Yes. But my husband always had his way in whatever he felt strongly about. He still took it very lightly. He used to say that Veerappan was not such a big threat and that all stories about him were exaggerated.

While chasing Veerappan, did he tell you anything about him, his men, his modus operandi or his psychology?

No, in fact, he never would discuss Veerappan at home. He was concerned that I would get worried about his safety. If the subject was raised, he would change it.

Did he go into the jungles after Veerappan very often?

I have no idea. I never knew where he went.

Even on the day he was killed?

On that day too. He told me he was going to Kollegal, and would be back for lunch, because a friend of his was in Mysore. At 1 pm, I was waiting for him, thinking he would walk in at any moment. Instead, the telephone rang, and it was the friend of his asking me how Harikrishna was.

I was shocked. By that time, the Mysore police had heard that there had been an encounter with Veerappan's gang, and that my husband was seriously injured. But I had not been informed. Meanwhile, I went to his office. A deputy superintendent of police was on the wireless trying to get information. He asked me not to worry. He said there had been an encounter, but nothing had happened to Harikrishna.

I really believed that. It was only later, when I returned home, and visitors started pouring in with condolences, that I realised that my husband was dead.

Are you considering going to court against the release of TADA detainees, as Shakeel Ahmed's father has?

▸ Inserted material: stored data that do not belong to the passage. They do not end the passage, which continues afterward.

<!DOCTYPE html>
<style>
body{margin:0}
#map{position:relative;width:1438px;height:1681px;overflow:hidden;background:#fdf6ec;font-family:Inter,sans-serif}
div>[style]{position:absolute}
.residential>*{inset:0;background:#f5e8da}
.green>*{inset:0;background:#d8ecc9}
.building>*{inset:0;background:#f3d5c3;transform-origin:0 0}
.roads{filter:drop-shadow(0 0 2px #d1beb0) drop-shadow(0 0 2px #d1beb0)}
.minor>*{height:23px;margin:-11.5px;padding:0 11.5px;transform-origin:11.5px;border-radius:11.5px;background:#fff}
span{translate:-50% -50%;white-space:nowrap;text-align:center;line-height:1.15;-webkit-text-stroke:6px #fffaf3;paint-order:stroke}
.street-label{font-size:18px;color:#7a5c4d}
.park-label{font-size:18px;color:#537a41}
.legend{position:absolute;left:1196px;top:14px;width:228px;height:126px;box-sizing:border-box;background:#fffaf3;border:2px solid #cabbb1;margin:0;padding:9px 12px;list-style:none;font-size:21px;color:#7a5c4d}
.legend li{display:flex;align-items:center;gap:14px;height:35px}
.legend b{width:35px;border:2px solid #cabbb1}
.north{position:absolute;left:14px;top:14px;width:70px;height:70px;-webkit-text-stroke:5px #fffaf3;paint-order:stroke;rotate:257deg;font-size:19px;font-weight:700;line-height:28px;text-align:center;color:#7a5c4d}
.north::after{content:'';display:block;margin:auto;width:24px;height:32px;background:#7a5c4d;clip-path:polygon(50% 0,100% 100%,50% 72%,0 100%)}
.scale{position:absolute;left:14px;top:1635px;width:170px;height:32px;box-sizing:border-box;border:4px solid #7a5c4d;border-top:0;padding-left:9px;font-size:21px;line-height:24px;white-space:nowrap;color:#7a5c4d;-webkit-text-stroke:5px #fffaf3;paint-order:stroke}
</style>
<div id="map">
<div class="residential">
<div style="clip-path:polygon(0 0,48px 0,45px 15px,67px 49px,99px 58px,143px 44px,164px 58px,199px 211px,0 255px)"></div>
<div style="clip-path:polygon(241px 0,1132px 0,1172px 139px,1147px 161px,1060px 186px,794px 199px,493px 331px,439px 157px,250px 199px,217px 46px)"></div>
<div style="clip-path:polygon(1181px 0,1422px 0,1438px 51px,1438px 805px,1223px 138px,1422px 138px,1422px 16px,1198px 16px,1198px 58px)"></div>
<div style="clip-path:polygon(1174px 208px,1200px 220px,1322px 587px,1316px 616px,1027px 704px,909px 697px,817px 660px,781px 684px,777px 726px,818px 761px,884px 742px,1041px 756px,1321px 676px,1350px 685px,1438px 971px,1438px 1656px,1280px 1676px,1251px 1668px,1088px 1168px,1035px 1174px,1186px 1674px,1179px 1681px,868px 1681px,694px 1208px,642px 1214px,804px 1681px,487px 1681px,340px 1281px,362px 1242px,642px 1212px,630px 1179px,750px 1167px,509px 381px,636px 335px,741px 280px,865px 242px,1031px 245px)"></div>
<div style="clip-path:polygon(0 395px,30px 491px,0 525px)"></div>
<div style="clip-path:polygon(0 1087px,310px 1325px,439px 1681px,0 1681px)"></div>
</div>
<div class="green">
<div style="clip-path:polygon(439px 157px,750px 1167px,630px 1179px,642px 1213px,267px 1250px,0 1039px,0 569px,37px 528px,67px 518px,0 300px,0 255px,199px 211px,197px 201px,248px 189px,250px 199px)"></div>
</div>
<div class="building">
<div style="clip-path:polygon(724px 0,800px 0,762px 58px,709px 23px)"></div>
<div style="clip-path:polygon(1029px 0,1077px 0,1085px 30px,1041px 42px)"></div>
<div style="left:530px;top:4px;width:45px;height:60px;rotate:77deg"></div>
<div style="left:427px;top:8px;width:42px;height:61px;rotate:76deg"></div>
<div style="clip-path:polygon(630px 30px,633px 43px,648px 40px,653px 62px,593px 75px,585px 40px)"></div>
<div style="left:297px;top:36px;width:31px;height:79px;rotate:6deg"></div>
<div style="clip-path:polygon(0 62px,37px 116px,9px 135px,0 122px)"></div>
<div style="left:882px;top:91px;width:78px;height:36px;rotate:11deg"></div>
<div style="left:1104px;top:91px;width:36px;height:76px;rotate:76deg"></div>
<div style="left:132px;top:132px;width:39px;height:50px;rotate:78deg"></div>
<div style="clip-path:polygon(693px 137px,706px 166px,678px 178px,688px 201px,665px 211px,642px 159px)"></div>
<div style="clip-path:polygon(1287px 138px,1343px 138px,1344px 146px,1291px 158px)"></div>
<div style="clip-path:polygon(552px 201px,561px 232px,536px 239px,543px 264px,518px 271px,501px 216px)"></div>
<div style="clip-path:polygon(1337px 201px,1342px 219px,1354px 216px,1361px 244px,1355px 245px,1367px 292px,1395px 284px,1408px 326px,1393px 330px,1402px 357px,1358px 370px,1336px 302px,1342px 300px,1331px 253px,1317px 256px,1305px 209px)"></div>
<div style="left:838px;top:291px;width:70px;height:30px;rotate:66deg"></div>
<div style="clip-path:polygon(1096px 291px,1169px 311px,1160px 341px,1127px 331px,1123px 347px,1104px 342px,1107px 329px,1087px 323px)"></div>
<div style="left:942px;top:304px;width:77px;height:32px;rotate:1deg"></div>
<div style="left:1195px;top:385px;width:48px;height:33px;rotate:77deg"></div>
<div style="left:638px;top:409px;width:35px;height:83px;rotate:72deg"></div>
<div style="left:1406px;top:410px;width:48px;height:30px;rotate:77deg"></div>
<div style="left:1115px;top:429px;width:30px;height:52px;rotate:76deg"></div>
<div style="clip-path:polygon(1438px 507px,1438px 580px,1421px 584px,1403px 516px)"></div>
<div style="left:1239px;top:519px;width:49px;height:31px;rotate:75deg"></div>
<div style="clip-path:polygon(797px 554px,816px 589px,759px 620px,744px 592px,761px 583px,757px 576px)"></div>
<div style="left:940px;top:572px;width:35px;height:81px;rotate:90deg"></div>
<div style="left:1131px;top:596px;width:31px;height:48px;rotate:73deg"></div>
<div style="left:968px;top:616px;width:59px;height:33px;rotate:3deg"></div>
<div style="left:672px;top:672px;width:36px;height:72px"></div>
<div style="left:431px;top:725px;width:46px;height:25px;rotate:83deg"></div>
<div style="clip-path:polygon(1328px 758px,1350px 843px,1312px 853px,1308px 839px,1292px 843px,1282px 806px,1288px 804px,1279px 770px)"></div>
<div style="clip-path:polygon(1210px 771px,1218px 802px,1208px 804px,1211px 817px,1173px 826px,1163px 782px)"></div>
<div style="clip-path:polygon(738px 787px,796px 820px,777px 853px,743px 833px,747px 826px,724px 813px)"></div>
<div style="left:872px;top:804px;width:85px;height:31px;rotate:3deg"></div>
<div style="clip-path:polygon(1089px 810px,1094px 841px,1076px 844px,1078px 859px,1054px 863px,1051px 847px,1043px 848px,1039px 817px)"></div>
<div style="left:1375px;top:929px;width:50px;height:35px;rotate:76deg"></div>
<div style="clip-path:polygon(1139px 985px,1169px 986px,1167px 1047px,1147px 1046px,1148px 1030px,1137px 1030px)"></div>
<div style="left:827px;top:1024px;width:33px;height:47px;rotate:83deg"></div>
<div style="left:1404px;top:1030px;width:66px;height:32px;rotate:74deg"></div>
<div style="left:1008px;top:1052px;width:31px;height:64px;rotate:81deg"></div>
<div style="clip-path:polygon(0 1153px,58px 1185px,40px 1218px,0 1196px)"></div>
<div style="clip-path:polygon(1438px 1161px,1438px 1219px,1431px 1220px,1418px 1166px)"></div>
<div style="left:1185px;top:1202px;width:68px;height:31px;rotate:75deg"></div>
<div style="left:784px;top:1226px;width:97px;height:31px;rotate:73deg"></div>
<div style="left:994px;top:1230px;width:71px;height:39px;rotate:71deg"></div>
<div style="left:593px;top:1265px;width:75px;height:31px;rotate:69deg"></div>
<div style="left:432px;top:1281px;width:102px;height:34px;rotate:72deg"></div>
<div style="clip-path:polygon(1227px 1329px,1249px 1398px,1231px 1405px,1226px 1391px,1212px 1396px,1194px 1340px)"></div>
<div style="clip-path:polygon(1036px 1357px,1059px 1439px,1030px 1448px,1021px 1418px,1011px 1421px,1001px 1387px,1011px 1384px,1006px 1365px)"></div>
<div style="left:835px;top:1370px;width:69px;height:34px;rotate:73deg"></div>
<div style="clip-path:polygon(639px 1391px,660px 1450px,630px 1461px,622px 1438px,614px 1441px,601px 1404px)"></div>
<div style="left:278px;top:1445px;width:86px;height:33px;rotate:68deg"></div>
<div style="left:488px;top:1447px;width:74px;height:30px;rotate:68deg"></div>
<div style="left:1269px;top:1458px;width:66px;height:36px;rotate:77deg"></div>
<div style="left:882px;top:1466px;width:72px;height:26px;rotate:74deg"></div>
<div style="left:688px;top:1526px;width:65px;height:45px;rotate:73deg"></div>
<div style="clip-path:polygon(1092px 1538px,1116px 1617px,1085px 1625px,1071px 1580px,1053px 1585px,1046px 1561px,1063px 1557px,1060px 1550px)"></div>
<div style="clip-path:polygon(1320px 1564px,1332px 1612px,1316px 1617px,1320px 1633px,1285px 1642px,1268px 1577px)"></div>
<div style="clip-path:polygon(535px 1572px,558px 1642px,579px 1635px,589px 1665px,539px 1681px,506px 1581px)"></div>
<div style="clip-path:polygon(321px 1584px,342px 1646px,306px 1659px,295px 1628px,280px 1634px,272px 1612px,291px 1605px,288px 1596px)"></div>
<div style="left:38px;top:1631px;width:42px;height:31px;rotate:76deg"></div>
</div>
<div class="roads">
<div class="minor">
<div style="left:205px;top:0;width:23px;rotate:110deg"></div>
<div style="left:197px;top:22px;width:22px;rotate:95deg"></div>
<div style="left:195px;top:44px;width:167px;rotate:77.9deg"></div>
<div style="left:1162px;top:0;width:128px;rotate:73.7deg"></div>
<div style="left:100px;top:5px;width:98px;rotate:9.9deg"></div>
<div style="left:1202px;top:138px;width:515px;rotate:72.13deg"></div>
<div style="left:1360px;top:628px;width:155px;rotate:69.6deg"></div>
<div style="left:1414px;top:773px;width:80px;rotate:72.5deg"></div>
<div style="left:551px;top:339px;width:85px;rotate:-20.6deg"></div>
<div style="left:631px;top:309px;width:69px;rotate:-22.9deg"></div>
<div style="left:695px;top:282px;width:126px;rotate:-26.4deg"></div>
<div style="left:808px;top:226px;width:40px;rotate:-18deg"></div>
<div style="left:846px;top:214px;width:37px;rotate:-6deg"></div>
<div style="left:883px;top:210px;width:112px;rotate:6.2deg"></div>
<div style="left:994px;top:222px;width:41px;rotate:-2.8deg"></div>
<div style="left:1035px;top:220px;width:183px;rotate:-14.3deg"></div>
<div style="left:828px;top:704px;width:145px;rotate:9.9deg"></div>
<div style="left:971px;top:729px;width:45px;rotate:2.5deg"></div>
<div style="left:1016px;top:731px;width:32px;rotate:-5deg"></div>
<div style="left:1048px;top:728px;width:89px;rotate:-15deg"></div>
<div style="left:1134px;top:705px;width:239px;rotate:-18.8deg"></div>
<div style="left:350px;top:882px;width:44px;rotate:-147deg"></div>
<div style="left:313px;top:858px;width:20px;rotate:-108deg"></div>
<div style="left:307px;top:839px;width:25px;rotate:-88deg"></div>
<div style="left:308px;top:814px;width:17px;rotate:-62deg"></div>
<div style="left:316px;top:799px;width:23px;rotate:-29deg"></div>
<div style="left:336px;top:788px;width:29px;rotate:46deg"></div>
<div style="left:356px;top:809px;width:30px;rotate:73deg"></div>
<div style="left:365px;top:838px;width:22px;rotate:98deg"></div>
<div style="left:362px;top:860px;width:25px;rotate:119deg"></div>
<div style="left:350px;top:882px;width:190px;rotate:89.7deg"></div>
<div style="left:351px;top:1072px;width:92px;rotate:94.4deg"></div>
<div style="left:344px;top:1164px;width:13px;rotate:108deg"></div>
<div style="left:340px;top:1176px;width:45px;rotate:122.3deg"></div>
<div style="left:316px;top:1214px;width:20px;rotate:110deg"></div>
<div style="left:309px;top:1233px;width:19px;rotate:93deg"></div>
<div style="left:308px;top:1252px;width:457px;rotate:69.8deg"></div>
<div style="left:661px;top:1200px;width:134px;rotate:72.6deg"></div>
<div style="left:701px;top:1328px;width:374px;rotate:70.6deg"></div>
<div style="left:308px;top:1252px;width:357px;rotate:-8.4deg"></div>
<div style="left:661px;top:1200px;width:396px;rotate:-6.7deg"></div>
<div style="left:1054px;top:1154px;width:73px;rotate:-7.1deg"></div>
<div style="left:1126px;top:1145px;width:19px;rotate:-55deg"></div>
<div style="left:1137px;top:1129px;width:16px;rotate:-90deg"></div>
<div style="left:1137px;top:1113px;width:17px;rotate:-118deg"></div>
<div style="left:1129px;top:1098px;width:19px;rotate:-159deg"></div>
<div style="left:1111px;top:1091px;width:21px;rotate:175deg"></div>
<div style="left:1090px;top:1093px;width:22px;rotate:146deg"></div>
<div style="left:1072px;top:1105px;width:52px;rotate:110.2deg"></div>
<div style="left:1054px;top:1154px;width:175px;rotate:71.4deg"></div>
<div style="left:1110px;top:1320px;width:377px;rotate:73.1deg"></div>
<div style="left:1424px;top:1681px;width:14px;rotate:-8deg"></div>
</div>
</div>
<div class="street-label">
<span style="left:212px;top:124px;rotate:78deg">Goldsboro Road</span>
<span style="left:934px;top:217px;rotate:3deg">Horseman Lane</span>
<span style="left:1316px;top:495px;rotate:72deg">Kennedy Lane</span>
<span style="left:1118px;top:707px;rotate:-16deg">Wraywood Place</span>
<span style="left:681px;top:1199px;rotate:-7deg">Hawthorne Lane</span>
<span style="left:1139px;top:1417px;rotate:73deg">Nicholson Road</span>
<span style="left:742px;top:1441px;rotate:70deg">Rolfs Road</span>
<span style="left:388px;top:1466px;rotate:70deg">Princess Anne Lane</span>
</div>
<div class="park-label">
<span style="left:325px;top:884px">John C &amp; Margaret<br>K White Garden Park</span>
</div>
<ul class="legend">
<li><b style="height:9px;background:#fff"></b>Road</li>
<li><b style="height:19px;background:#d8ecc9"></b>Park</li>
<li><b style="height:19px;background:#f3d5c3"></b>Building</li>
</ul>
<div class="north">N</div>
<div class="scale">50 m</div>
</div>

No, because my survival and that of my children is a far bigger concern for me. Ahmed's father did approach me about going to court even as soon my husband and his son were killed. But then I had to work out survival tactics for myself and my children. I am still completely caught up trying to keep my children and myself going.

Would you like your husband's death avenged?

No. I have no anger or feelings of vendetta against Veerappan. But I think he must be flushed out and eliminated. He has been allowed to run free for far too long, and has ruined so many people's lives. The government should take a firm stand on this now.

If your son wants to join the police force, will you support him?

Oh, I have no quarrel with the police force. They have been most supportive. I am proud to have been the wife of a police officer who laid down his life in the line of duty. My son can select whatever profession he wishes to, including police service, and I will support him.